駅前にはかつての漁船が飾られている 中は博物館になっているらしい 駅前の運河に架かる橋は跳ね上げ式
橋が元に戻る直前に撮影したので、ちょっとだけ浮いている 聖ピーター・ポール教会 駅前のカフェでランチ
オーステンデ・オーステンデ駅

 駅を出ると目の前が運河となっていて、跳ね上げ式の橋を渡たるとすぐに街中に入っていく。
 かつてヨーロッパの玄関口であった頃の名残なのか、駅と街がとても近くにある。
 小さな街の中心にはやはり教会がある。1905年完成の聖ピーター・ポール教会である。よくはわからないがネオゴシック様式らしい。
 観光客も地元の住民の姿もあまり見かけないのだが、海が近いため、夏場は観光客で賑わうらしい。フランス国境近くまで海岸沿いを走るトラムも出ていて、いつか機会があればこれに乗って、ドーバー海峡を眺める旅にでてみたいものである。
 ちらっと街を散策した後、駅前のカフェで昼食を食べる。カフェの入り口にはランチメニューが掲げられていて、なんだか日本の喫茶店のようである。
 メニューの名前は忘れたが、煮込まれたお肉とコーヒーをいただき、オーステンデの駅に戻っていく。

ブリュッセルへ

オーステンデからブリュッセルへ
オーステンデ・オーステンデ駅

 オーステンデを観光したあとは、ブリュッセルに向かうことにする。行きの電車ではブリュッセルを通過したので、元来た路線を戻る形になる。
 到着したときと同じホームに停車している Eupen 行きの列車に乗ってブリュッセルに向かう。ブリュッセルまでは約1時間半である。
 オーステンデを出発してしばらくすると高速新線に入る。

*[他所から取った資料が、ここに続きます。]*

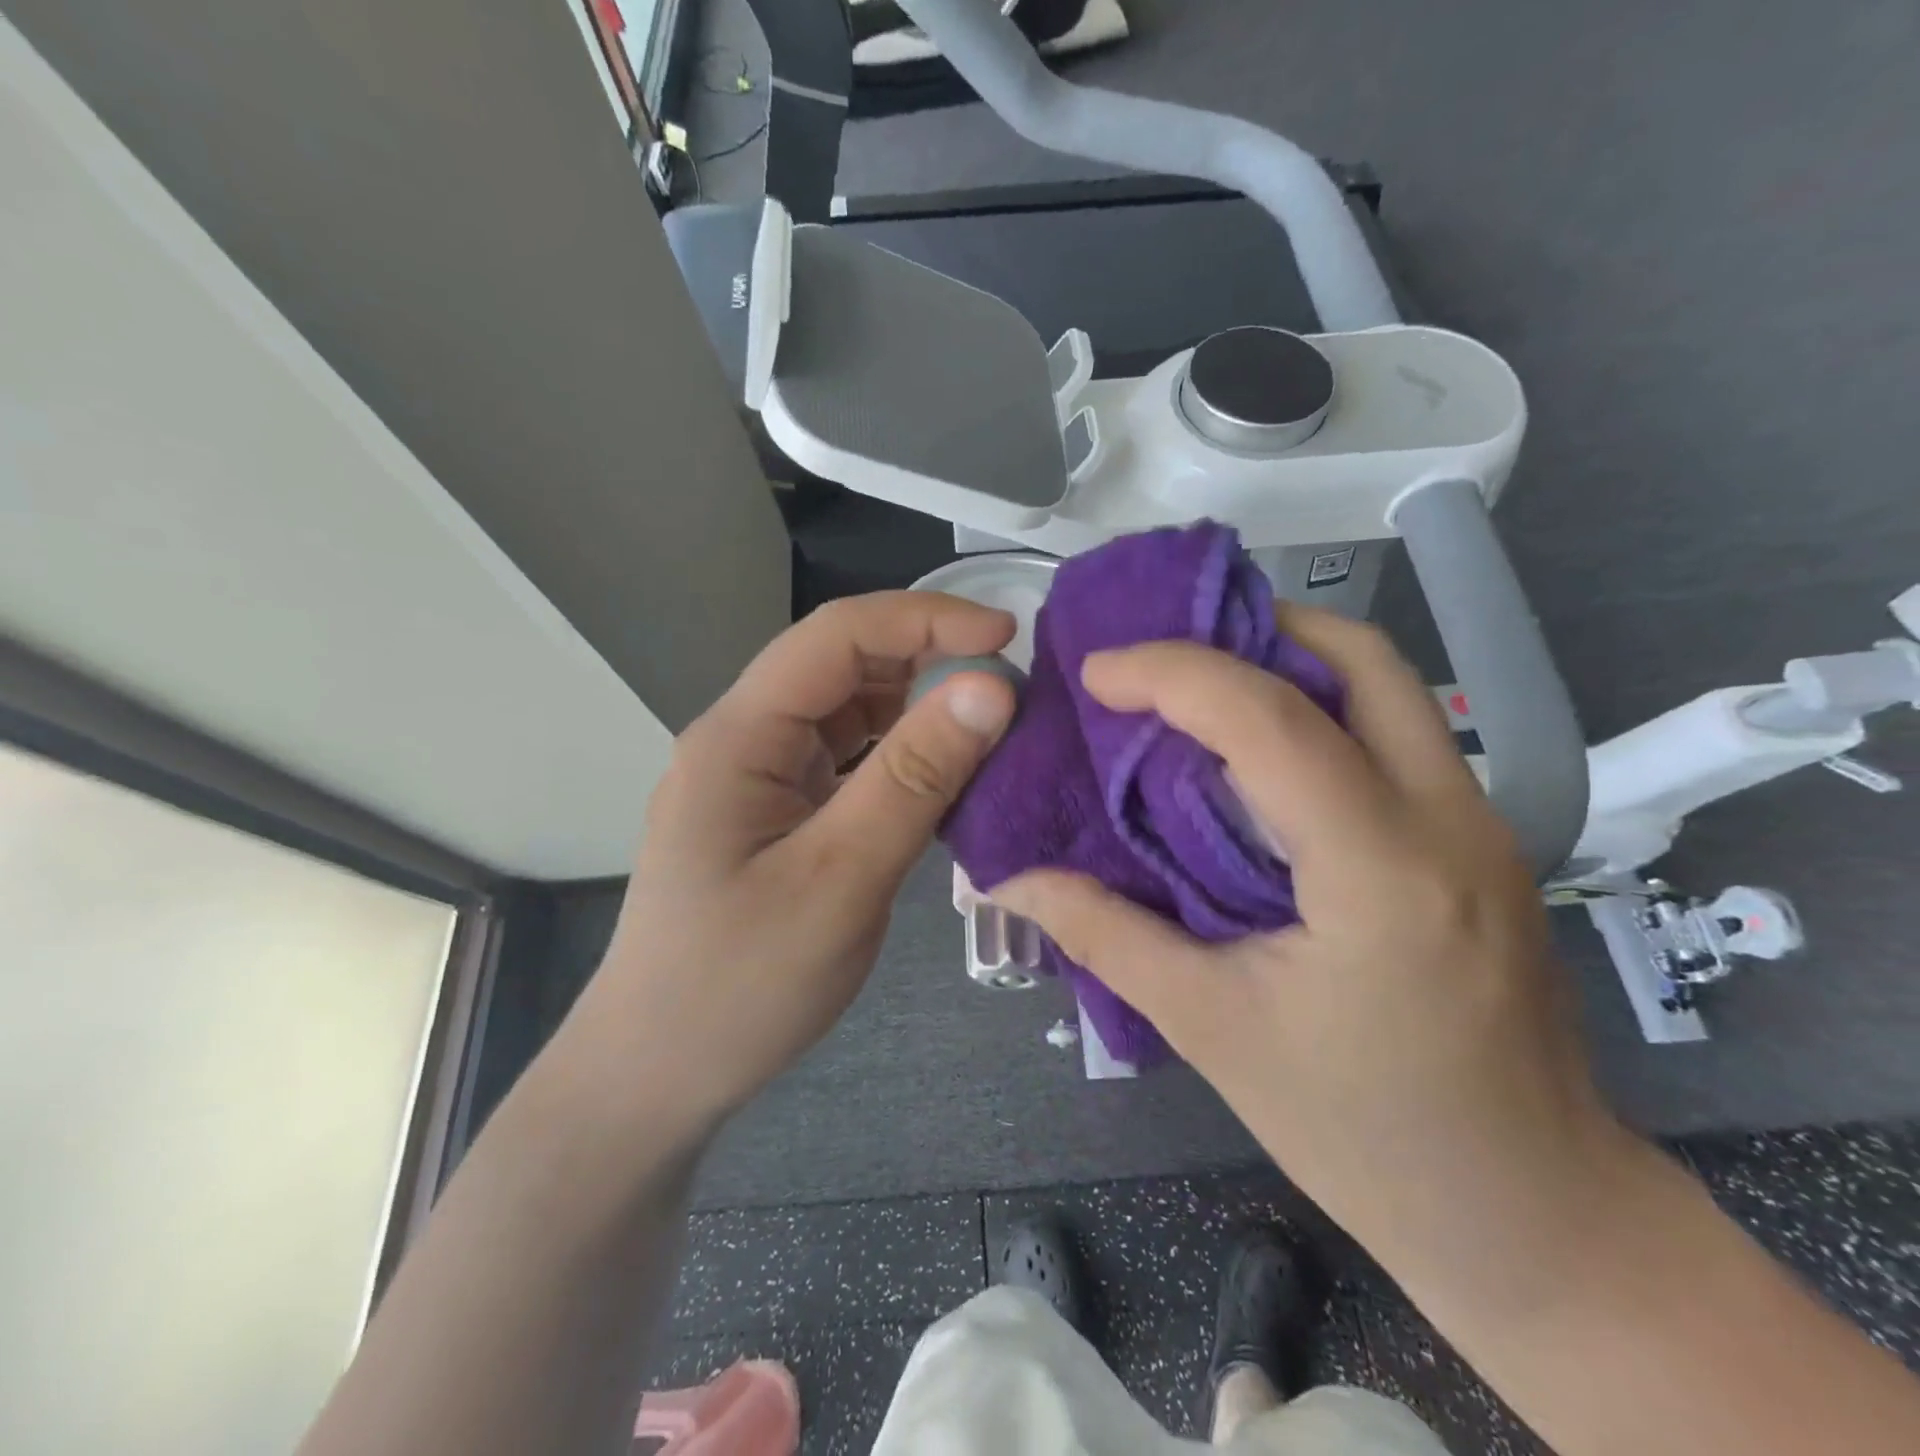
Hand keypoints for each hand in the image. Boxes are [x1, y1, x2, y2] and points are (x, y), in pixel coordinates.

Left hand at [586, 592, 1016, 1133]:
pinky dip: (898, 756)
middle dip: (926, 660)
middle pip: (840, 666)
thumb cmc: (741, 985)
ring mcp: (757, 777)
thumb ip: (914, 778)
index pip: (836, 636)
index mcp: (739, 736)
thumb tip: (989, 688)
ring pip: (846, 712)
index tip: (1006, 636)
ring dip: (915, 708)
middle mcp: (743, 739)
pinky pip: (845, 759)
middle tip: (1008, 689)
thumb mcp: (841, 879)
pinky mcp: (775, 812)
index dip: (925, 619)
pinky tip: (941, 776)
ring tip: (987, 728)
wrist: (660, 1072)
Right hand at [995, 605, 1632, 1293]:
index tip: (1097, 672)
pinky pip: (1393, 736)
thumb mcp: (1211, 1030)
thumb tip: (1010, 878)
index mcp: (1381, 870)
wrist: (1535, 1218)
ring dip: (1287, 665)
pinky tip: (1253, 760)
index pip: (1270, 720)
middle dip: (1250, 629)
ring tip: (1196, 691)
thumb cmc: (1363, 1134)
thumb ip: (1105, 934)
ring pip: (1387, 688)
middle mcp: (1449, 820)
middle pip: (1360, 659)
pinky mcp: (1481, 844)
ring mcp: (1482, 826)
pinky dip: (1317, 713)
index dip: (1171, 674)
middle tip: (1160, 656)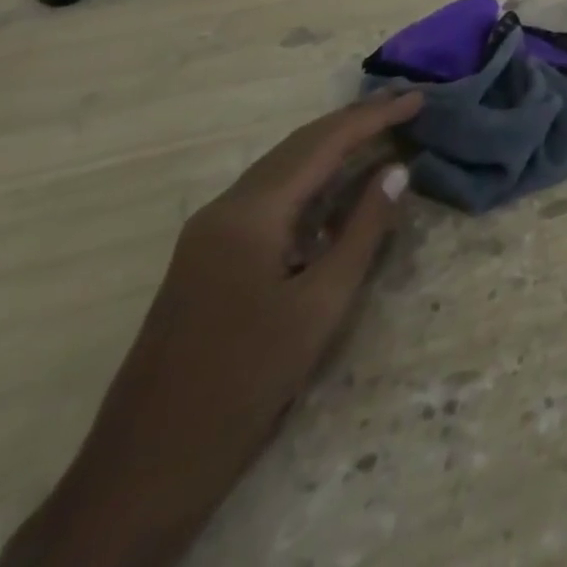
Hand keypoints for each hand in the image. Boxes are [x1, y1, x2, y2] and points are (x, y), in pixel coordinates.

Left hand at [0, 90, 423, 566]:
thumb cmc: (246, 381)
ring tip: (380, 128)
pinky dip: (311, 175)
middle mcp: (225, 208)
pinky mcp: (207, 256)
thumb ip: (363, 229)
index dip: (376, 117)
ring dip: (332, 144)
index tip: (421, 98)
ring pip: (282, 167)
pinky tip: (335, 181)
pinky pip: (269, 194)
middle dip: (354, 120)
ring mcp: (209, 232)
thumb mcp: (322, 304)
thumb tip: (396, 170)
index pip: (324, 143)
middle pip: (299, 145)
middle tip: (406, 104)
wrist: (146, 468)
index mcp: (251, 213)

現在は休止となってしまったが、一時期パリからオーステンデまで、高速列車 Thalys が直通していたそうである。
 行きと同じく乗客はほとんどいなかったが、ブリュッセルに近づくにつれ少しずつ乗客が増えていった。
 ブリュッセル南の大ターミナル ブリュッセル Zuid/Midi (南)駅で大量の乗客が入れ替わり、ブリュッセルの市街地を縦断する地下路線に入っていく。
 まもなく、目的のブリュッセル Central/Centraal (中央)駅に到着する。